# Old guys brass balls



## hjorgan (Sep 30, 2007)

OK. We are 19 miles offshore, not catching much and this pulls up. A Tracker with a 60 hp Merc on the stern. Guys said they had a limit of gags. We didn't catch crap. 

Now it looks pretty calm in the picture. But it was 2s and 3s and really choppy. Sometimes all we could see was the top of their heads.

Well done, guys. Well done.


----------



## marmidor (Mar 15, 2008)

There is one born everyday....


----------



## lobsterman (Sep 30, 2007)

Is that BB's or lack of brains, you tell me?


----------



## ppping (Mar 16, 2008)

Old dangly brass balls is right. Living on borrowed time anyway. Plus think of the fuel burn on a 60hp.


----------



## Chapman5011 (Mar 7, 2013)

That is awesome. The bass tracker 20 miles out


----------



## Jason (Oct 2, 2007)

Those are decently deep hull boats....wouldn't go out there on 2's though!


----------



## Cant.Git.Enuf (Jan 21, 2013)

Brass balls for sure.


----------



## jmunoz (Jan 11, 2012)

Haha I think I seen that same exact boat on the interstate earlier today.lol hey you was prolly looking at hum the same way a lot of boaters look at yak fisherman in the in the gulf. I would do a couple miles in it but not 20. No way


----------



## jmunoz (Jan 11, 2012)

And Jason is right they do have a decent v.


----------



## CaptScoob38 (Jan 30, 2012)

Wow, and I think of all the money Ive spent on my setup and have only got a gag limit I think once in my life...


----------



## BIGRIGZ (Oct 2, 2007)

Do any of ya'll remember that post on PFF about 7-8 years ago, where that guy caught a HUGE sailfish way out there, in about a 14' V-hull TILLER STEER with a 25hp???
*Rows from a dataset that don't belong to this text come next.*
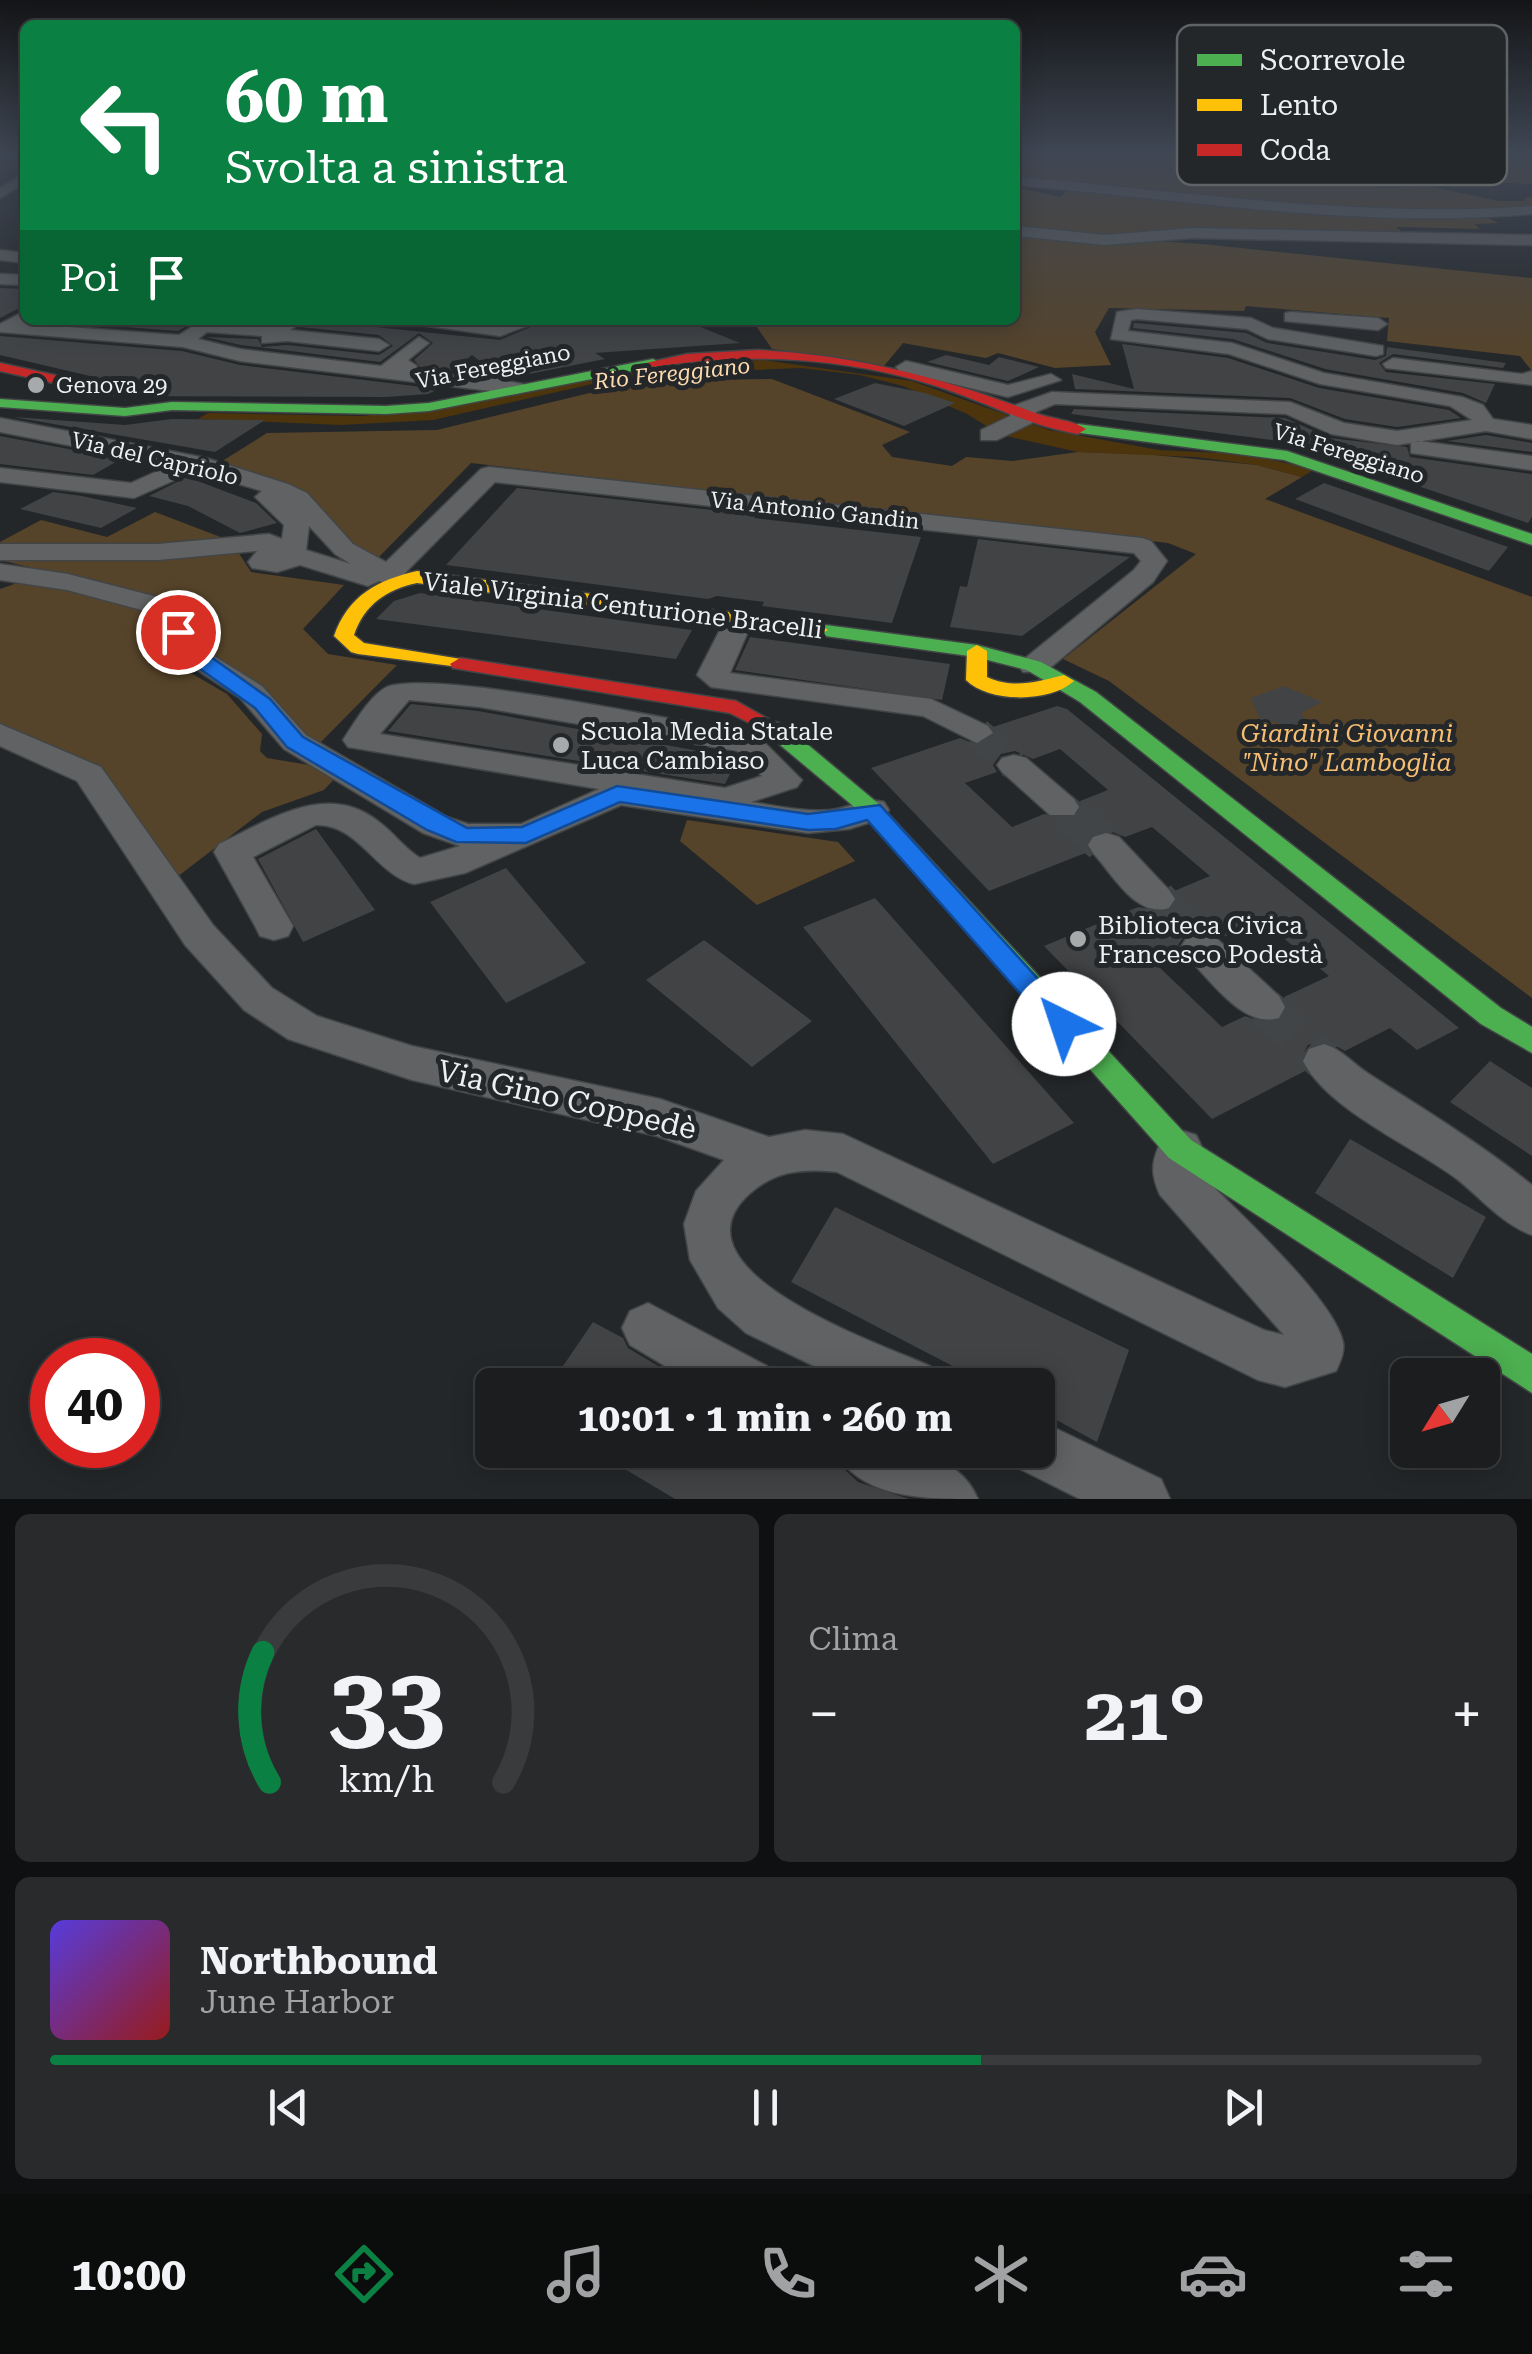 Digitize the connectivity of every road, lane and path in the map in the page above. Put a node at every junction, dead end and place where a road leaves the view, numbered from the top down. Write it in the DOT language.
graph roads {
  1 [pos="1020,232"];
  2 [pos="1532,240"];
  3 [pos="20,319"];
  4 [pos="1251,324"];
  5 [pos="1378,324"];
  6 [pos="285,325"];
  7 [pos="460,325"];
  8 [pos="517,325"];
  9 [pos="185,329"];
  10 [pos="419,343"];
  11 [pos="378,345"];
  12 [pos="240,355"];
  13 [pos="552,358"];
  14 [pos="0,367"];
  15 [pos="906,367"];
  16 [pos="417,371"];
  17 [pos="477,373"];
  18 [pos="1532,377"];
  19 [pos="516,388"];
  20 [pos="1052,398"];
  21 [pos="104,402"];
  22 [pos="0,403"];
  23 [pos="1022,416"];
  24 [pos="1486,424"];
  25 [pos="1532,432"];
  26 [pos="7,433"];
  27 [pos="991,434"];
  28 [pos="1397,438"];
  29 [pos="1470,463"];
  30 [pos="1532,463"];
  31 [pos="176,471"];
  32 [pos="1532,474"];
  33 [pos="0,476"];
  34 [pos="1532,540"];
  35 [pos="0,552"];
  36 [pos="298,557"];
  37 [pos="0,572"];
  38 [pos="390,579"];
  39 [pos="740,618"];
  40 [pos="977,651"];
  41 [pos="1034,666"];
  42 [pos="1064,681"];
  43 [pos="977,733"];
  44 [pos="0,734"];
  45 [pos="1014,766"];
  46 [pos="785,780"];
  47 [pos="1062,807"];
  48 [pos="872,810"];
  49 [pos="507,839"];
  50 [pos="1106,845"];
  51 [pos="1156,899"];
  52 [pos="274,926"];
  53 [pos="1201,947"];
  54 [pos="1264,1007"];
  55 [pos="1532,1042"];
  56 [pos="1324,1061"];
  57 [pos="1180,1149"];
  58 [pos="769,1157"];
  59 [pos="1473,1165"];
  60 [pos="1532,1192"];
  61 [pos="1532,1214"];
  62 [pos="648,1328"];
  63 [pos="718,1368"];
  64 [pos="876,1368"];
  65 [pos="1532,1375"];
  66 [pos="1055,1456"];
  67 [pos="895,1468"];
  68 [pos="949,1499"];
  69 [pos="1142,1499"];
  1 -- 2 [label="street"];
  3 -- 9 [label="street"];
  4 -- 5 [label="street"];
  4 -- 18 [label="street"];
  4 -- 24 [label="street"];
  6 -- 9 [label="street"];
  7 -- 8 [label="street"];
  9 -- 12 [label="street"];
  10 -- 16 [label="street"];
  11 -- 12 [label="street"];
  12 -- 16 [label="street"];
  13 -- 17 [label="street"];
  14 -- 21 [label="street"];
  15 -- 20 [label="street"];
  16 -- 17 [label="street"];
  17 -- 19 [label="street"];
  19 -- 21 [label="street, Via Fereggiano"];
  19 -- 23 [label="street, Via Fereggiano"];
  20 -- 23 [label="street"];
  20 -- 28 [label="street"];
  21 -- 22 [label="street, Via Fereggiano"];
  23 -- 27 [label="street"];
  23 -- 34 [label="street, Via Fereggiano"];
  24 -- 25 [label="street"];
  24 -- 28 [label="street"];
  26 -- 31 [label="street, Via del Capriolo"];
  26 -- 38 [label="street, Via del Capriolo"];
  28 -- 30 [label="street"];
  29 -- 32 [label="street"];
  31 -- 33 [label="street, Via del Capriolo"];
  31 -- 36 [label="street, Via del Capriolo"];
  35 -- 36 [label="street"];
  36 -- 38 [label="street"];
  37 -- 49 [label="street"];
  38 -- 39 [label="street, Viale Virginia Centurione Bracelli"];
  38 -- 41 [label="street, Via Antonio Gandin"];
  38 -- 48 [label="street, Viale Virginia Centurione Bracelli"];
  39 -- 40 [label="street, Viale Virginia Centurione Bracelli"];
  39 -- 43 [label="street"];
  40 -- 41 [label="street, Viale Virginia Centurione Bracelli"];
  40 -- 42 [label="street"];
  41 -- 42 [label="street, Viale Virginia Centurione Bracelli"];
  42 -- 55 [label="street, Viale Virginia Centurione Bracelli"];
  44 -- 58 [label="street, Via Gino Coppedè"];
  45 -- 47 [label="street"];
  46 -- 46 [label="street"];
  48 -- 49 [label="street"];
  48 -- 57 [label="street, Viale Virginia Centurione Bracelli"];
  49 -- 52 [label="street"];
  50 -- 51 [label="street"];
  53 -- 54 [label="street"];
  56 -- 59 [label="street"];
  57 -- 58 [label="street, Via Gino Coppedè"];
  57 -- 65 [label="street, Viale Virginia Centurione Bracelli"];
  58 -- 64 [label="street"];
  59 -- 60 [label="street"];
  59 -- 61 [label="street"];
  62 -- 63 [label="street"];
  66 -- 69 [label="street"];
  67 -- 68 [label="street"];
} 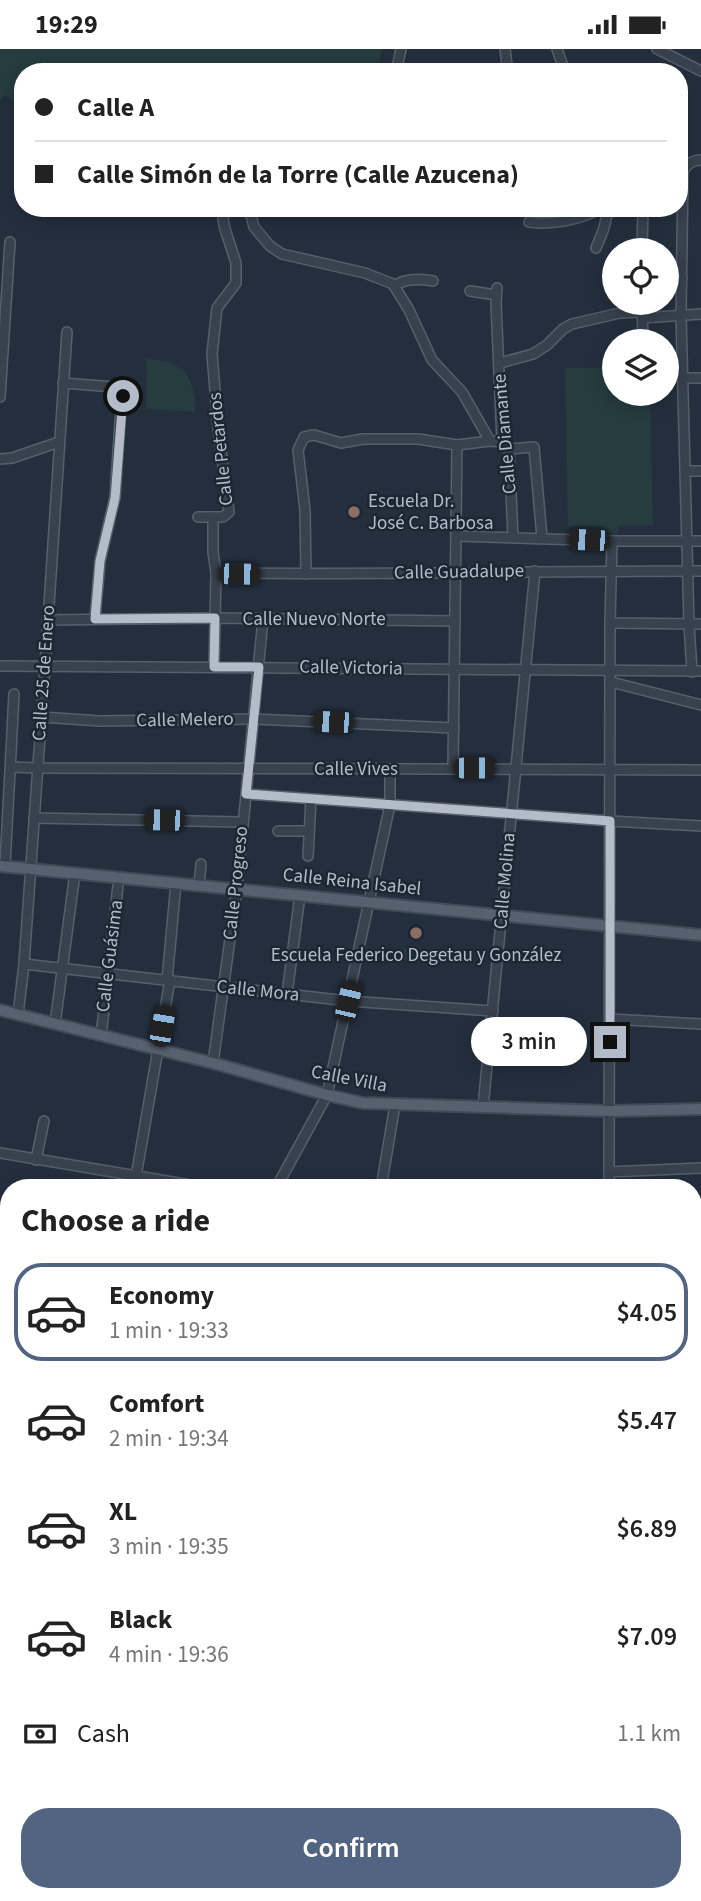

There were pics showing the guy sitting on top of the Sailfish Driving, Nose hanging over the bow, body the whole length of the 14' boat.....

KUDOS to the salty dogs.


----------



## Downtime2 (Sep 27, 2007)

A 14 foot long sail??


----------



## Lil' Scout (Oct 1, 2007)

Downtime2 said:


> A 14 foot long sail??


 Never considered having to use a flyer on a Sail.


----------



## johnboatjosh (May 19, 2008)

We fish pretty far out from my 20' bay boat and get some strange looks sometimes. It's all about your confidence in your equipment and your decision making ability in iffy conditions.


----------



## Lil' Scout (Oct 1, 2007)

johnboatjosh said:


> We fish pretty far out from my 20' bay boat and get some strange looks sometimes. It's all about your confidence in your equipment and your decision making ability in iffy conditions.


Confidence in your boat is one thing. Ignoring the value of freeboard is another. It takes very little time for the Gulf to go from a lake to sloppy enough to swamp that type of hull.


----------



## NoMoSurf (Oct 2, 2007)

Jason said:


> Those are decently deep hull boats....wouldn't go out there on 2's though!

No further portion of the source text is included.